As you might have read, the business experts from the Wharton School at the University of Pennsylvania are calling it “Christmas creep.” It’s an apt description indeed for the profit-driven phenomenon that seems hellbent on eliminating all sense of seasonal order in the universe and turning the calendar into a blur of overlapping holidays that no longer have a clear beginning or end.

But while the name may be new, the premature encroachment of Christmas hype in the bigger department stores has been around for years now, and appears to be getting worse all the time.

Halloween looks to be holding its own nicely against the Christmas-merchandising juggernaut, but Thanksgiving – one of our purest and most meaningful of national observances – is at risk of getting blown right off the map by a yuletide onslaught that’s more than two months long and growing.

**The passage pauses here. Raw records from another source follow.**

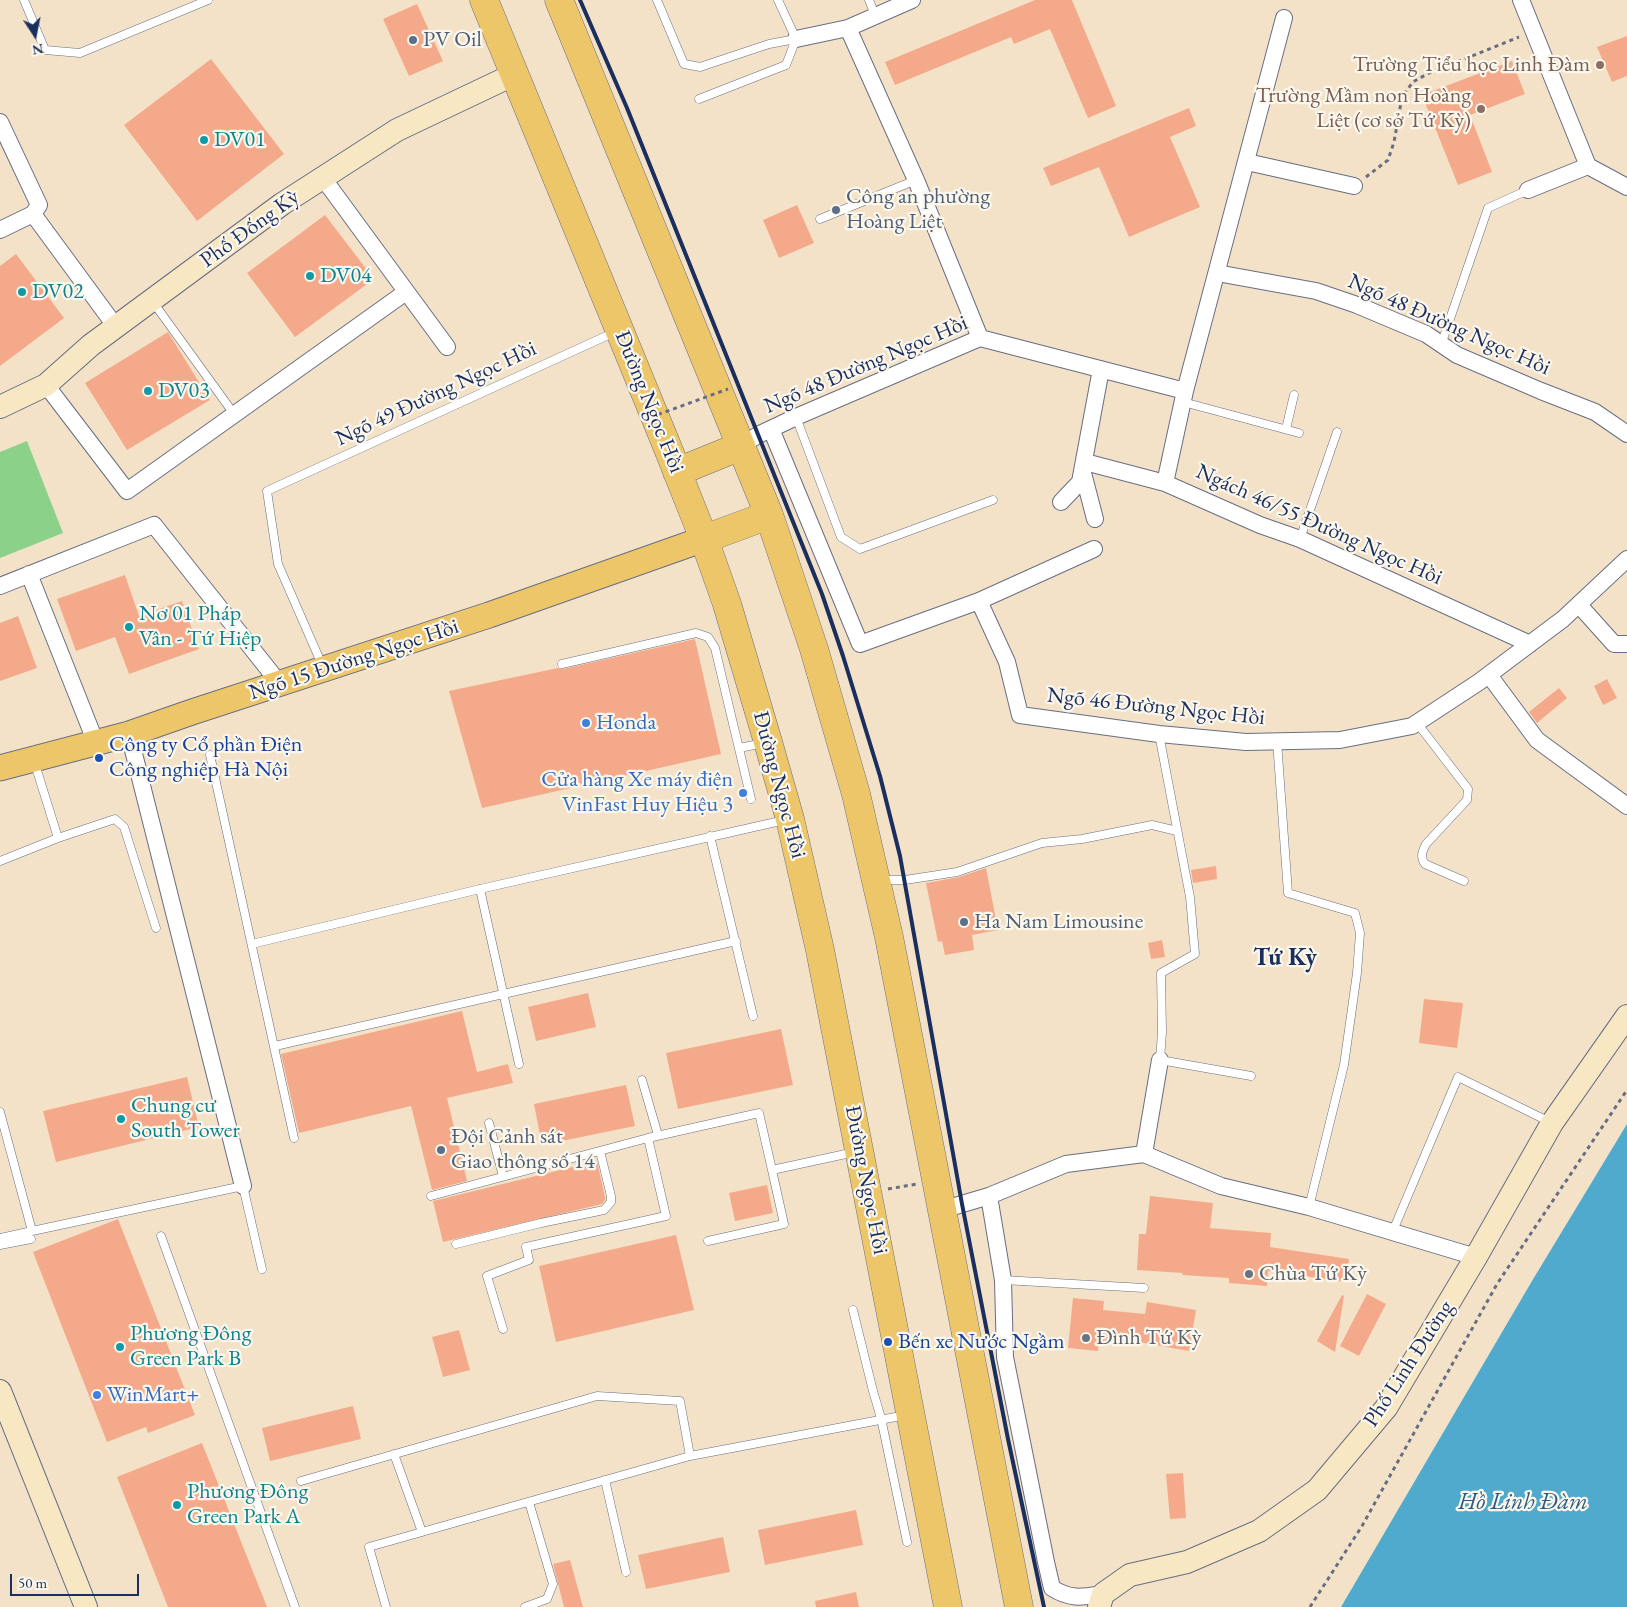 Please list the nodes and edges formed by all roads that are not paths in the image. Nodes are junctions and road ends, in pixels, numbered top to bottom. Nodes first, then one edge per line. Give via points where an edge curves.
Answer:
1 (24, 0) edge
2 (208, 0) edge
3 (484, 0) edge
4 (559, 0) edge
5 (657, 0) edge
6 (778, 0) edge
7 (912, 0) edge
8 (1521, 0) edge
9 (872, 8) edge
10 (1284, 18) dead end
11 (848, 28) junction
12 (796, 39) junction
13 (514, 74) junction
14 (699, 99) dead end
15 (0, 122) edge
16 (1247, 162) junction
17 (1588, 166) junction
18 (324, 178) junction
19 (916, 180) junction
20 (1354, 186) road end
21 (1627, 187) edge
22 (1528, 190) joint
23 (32, 214) junction
24 (820, 220) dead end
25 (0, 230) edge
26 (1217, 273) junction
27 (406, 292) junction
28 (152, 300) junction
29 (116, 327) junction
30 (619, 330) junction
31 (980, 338) junction
32 (1441, 344) junction
33 (447, 347) dead end
34 (1101, 369) junction
35 (46, 385) junction
36 (1294, 395) dead end
37 (1184, 397) junction
38 (0, 407) edge
39 (234, 414) junction
40 (796, 416) junction
41 (771, 428) junction
42 (1286, 430) junction
43 (1337, 432) dead end
44 (1299, 433) dead end
45 (1627, 434) edge
46 (742, 446) junction
47 (677, 472) junction
48 (1083, 472) junction
49 (1165, 483) junction
50 (993, 500) dead end
51 (1061, 502) dead end
52 (769, 515) junction
53 (1095, 519) dead end
54 (704, 539) junction
55 (1300, 540) junction
56 (1094, 549) dead end
57 (1627, 559) edge
58 (29, 574) junction
59 (0, 586) edge
60 (979, 602) junction
61 (1579, 605) junction
62 (1530, 644) junction
63 (1627, 644) edge
64 (562, 664) dead end
65 (324, 670) junction
66 (1489, 675) junction
67 (280, 684) junction
68 (1416, 723) junction
69 (129, 734) junction
70 (1159, 734) junction
71 (1277, 741) junction
72 (768, 742) junction
73 (96, 743) junction
74 (739, 748) junction
75 (210, 755) dead end
76 (33, 759) junction
77 (0, 768) edge
78 (751, 799) dead end
79 (1627, 806) edge
80 (790, 819) junction
81 (1177, 831) junction
82 (710, 836) junction
83 (58, 838) junction
84 (0, 861) edge
85 (876, 880) junction
86 (1464, 881) dead end
87 (480, 889) junction
88 (156, 928) dead end
89 (736, 941) junction
90 (252, 944) junction
91 (503, 994) junction
92 (753, 1016) dead end
93 (1627, 1016) edge
94 (275, 1046) junction
95 (1160, 1060) junction
96 (519, 1064) dead end
97 (1251, 1076) dead end
98 (642, 1080) dead end
99 (0, 1112) edge
100 (489, 1123) dead end
101 (1552, 1123) junction
102 (658, 1135) junction
103 (294, 1138) dead end
104 (648, 1138) junction
105 (600, 1150) junction
106 (860, 1151) junction
107 (1144, 1154) junction
108 (772, 1170) junction
109 (503, 1176) junction
110 (243, 1186) junction
111 (431, 1196) dead end
112 (989, 1196) junction
113 (1309, 1207) junction
114 (942, 1210) junction
115 (1392, 1233) junction
116 (32, 1235) junction
117 (161, 1236) dead end
118 (0, 1238) edge
119 (708, 1241) dead end
120 (456, 1244) dead end
121 (0, 1245) edge
122 (1476, 1257) junction
123 (262, 1269) dead end
124 (1003, 1280) junction
125 (1144, 1288) dead end
126 (853, 1310) dead end
127 (503, 1329) dead end
128 (0, 1391) edge
129 (911, 1414) junction
130 (881, 1418) junction
131 (394, 1454) junction
132 (690, 1456) junction
133 (301, 1480) dead end
134 (605, 1480) junction
135 (529, 1502) junction
136 (422, 1532) junction
137 (907, 1542) dead end
138 (626, 1572) dead end
139 (1101, 1600) edge
140 (86, 1607) edge
141 (295, 1607) edge
142 (386, 1607) edge
143 (525, 1607) edge
144 (948, 1607) edge
145 (1019, 1607) edge

1 - 2 lane via 45,50 80,53
3 - 13 highway, Đường Ngọc Hồi
4 - 46 highway
5 - 12 lane via 684,64 700,67 769,44
6 - 12 lane
7 - 9 street
8 - 17 street
9 - 11 street
10 - 16 street
11 - 12 street
11 - 19 street
12 - 14 lane via 786,65
13 - 18 street, Phố Đống Kỳ via 397,130
13 - 30 highway, Đường Ngọc Hồi
15 - 23 street via 39,205
16 - 20 street
16 - 26 street
17 - 21 street
17 - 22 street
18 - 27 street
18 - 28 street, Phố Đống Kỳ via 282,204
19 - 24 lane
19 - 31 street
22 - 32 lane via 1488,208
23 - 25 street
23 - 29 street
26 - 32 street, Ngõ 48 Đường Ngọc Hồi via 1316,291 1426,334
26 - 37 street
27 - 33 street
27 - 39 street
28 - 29 street, Phố Đống Kỳ
28 - 39 lane
29 - 35 street, Phố Đống Kỳ
30 - 47 highway, Đường Ngọc Hồi
30 - 65 lane, Ngõ 49 Đường Ngọc Hồi via 267,491 278,564
31 - 34 street, Ngõ 48 Đường Ngọc Hồi
31 - 40 street, Ngõ 48 Đường Ngọc Hồi
32 - 45 street, Ngõ 48 Đường Ngọc Hồi via 1457,355 1595,412
34 - 37 street, Ngõ 48 Đường Ngọc Hồi
34 - 48 street
35 - 38 street, Phố Đống Kỳ
35 - 39 street via 127,491
36 - 42 lane
37 - 42 lane
37 - 49 street
40 - 41 street, Ngõ 48 Đường Ngọc Hồi
40 - 50 lane via 841,537 860,550
41 - 46 street, Ngõ 48 Đường Ngọc Hồi
41 - 60 street via 860,644
42 - 44 lane
43 - 55 lane
46 - 47 highway
46 - 52 highway
47 - 54 highway, Đường Ngọc Hồi
48 - 49 street, Ngách 46/55 Đường Ngọc Hồi
48 - 51 street
48 - 53 street
49 - 55 street, Ngách 46/55 Đường Ngọc Hồi
52 - 54 highway
52 - 85 highway via 814,648 856,794
54 - 65 main road, Ngõ 15 Đường Ngọc Hồi
54 - 72 highway, Đường Ngọc Hồi
55 - 62 street, Ngách 46/55 Đường Ngọc Hồi
56 - 60 street
57 - 61 street, Ngõ 46 Đường Ngọc Hồi
58 - 59 street
58 - 67 street via 154,525
58 - 73 street
60 - 70 street, Ngõ 46 Đường Ngọc Hồi via 1007,662 1020,715
61 - 62 street, Ngõ 46 Đường Ngọc Hồi
61 - 63 street via 1614,644
62 - 66 street, Ngõ 46 Đường Ngọc Hồi
64 - 74 lane via 672,637 696,633 708,637 716,648
65 - 67 main road, Ngõ 15 Đường Ngọc Hồi
66 - 68 street, Ngõ 46 Đường Ngọc Hồi
66 - 79 street via 1537,740
67 - 69 main road, Ngõ 15 Đường Ngọc Hồi
68 - 71 street, Ngõ 46 Đường Ngọc Hồi via 1340,740
68 - 86 lane via 1468,789 1467,800 1426,844 1422,860
69 - 73 main road, Ngõ 15 Đường Ngọc Hồi
69 - 110 street
70 - 71 street, Ngõ 46 Đường Ngọc Hồi via 1246,742
70 - 81 lane
71 - 113 lane via 1288,893 1355,912 1360,933 1344,1065
72 - 74 lane
72 - 80 highway, Đường Ngọc Hồi
73 - 76 main road, Ngõ 15 Đường Ngọc Hồi
74 - 78 lane
75 - 90 lane
76 - 77 main road, Ngõ 15 Đường Ngọc Hồi
76 - 83 lane
80 - 82 lane
80 - 106 highway, Đường Ngọc Hồi
81 - 85 lane via 1152,825 1082,839 1042,843 957,872 905,880
81 - 95 lane via 1190,897 1195,954 1161,973
82 - 87 lane
82 - 89 lane
83 - 84 lane
83 - 88 lane via 115,818 120,822
85 - 114 highway
87 - 90 lane
87 - 91 lane
89 - 91 lane
89 - 92 lane
90 - 94 lane
91 - 94 lane
91 - 96 lane
93 - 101 street, Phố Linh Đường
94 - 103 lane
95 - 97 lane
95 - 107 street
98 - 102 lane
99 - 116 lane
100 - 109 lane
101 - 115 lane via 1458,1077
101 - 122 street, Phố Linh Đường
102 - 104 lane
102 - 108 lane via 759,1113
104 - 105 lane
104 - 127 lane via 666,1216 526,1247 529,1260 487,1276
105 - 109 lane
105 - 120 lane via 612,1196 604,1210
106 - 108 lane
106 - 129 highway, Đường Ngọc Hồi
107 - 112 street via 1066,1164
107 - 113 street via 1221,1186
108 - 119 lane via 784,1224
109 - 111 lane
110 - 116 lane
110 - 123 lane
112 - 114 street
112 - 124 street
113 - 115 street
114 - 145 highway
115 - 122 street
116 - 118 lane
116 - 121 lane
117 - 141 lane
122 - 139 street, Phố Linh Đường via 1386,1408 1317,1490 1259,1532 1187,1562 1130,1575
124 - 125 lane
124 - 139 street via 1005,1357 1052,1588 1062,1595
126 - 130 lane
128 - 140 street
129 - 130 lane
129 - 144 highway, Đường Ngọc Hồi
130 - 132 lane
130 - 137 lane
131 - 132 lane via 597,1396 680,1401
131 - 133 lane
131 - 136 lane
132 - 134 lane
134 - 135 lane
134 - 138 lane
135 - 136 lane
135 - 143 lane via 553,1584 547,1599
136 - 142 lane via 369,1547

How I long for the good old days when we had the decency to hold off on all of the commercial madness until Santa showed up on his sleigh at the end of the Macy’s Thanksgiving Day parade.

Now, sad to say, jingle bells piggyback on the warm breezes of Indian summer while competing for holiday prominence with the goblins of Halloween and the roars of Thanksgiving football games. These days, it’s all one big swollen celebration, with the special days of fall and winter merged into one.

Each year I try to put it all out of my mind and make believe that it’s not really happening this fast, that the Christmas season really can’t be upon us before the leaves have fallen from the trees. I prefer to concentrate instead on where I am in real time rather than the artificial one created earlier every year by the purveyors of yuletide cheer.

What’s the point of even observing Black Friday, the day after Thanksgiving that traditionally kicks off the shop-till-you-drop season, when the stores have already been parading their Christmas merchandise before the World Series has even played out?

A few years back, a new wrinkle was added to this Christmas-without-end business. Some radio stations here in Maine started churning out Christmas music at least two weeks before we had a chance to sit down to our Thanksgiving dinners.

It’s bad enough that we’re subjected to TV ads for holiday music collections by early September, and that stores shamelessly plaster Santa’s rosy-cheeked countenance alongside the Pilgrim cutouts and turkey decorations. But having to listen to Burl Ives warbling “Frosty the Snowman” while driving, or being subjected to Bing Crosby’s “White Christmas” when the actual holiday is still a month and a half away can cause a sense of disorientation in reasonable people, as if they’re being trapped in a time warp right in their own cars.

By the time Christmas finally arrives, we’re all so exhausted and stressed-out from winter-wonderland overload that we barely have enough strength to summon a joyful thought.

Not to sound like a Scrooge, but it’s awfully difficult to generate a proper spirit of seasonal goodwill when it’s beginning to look a lot like Christmas – by mid-October.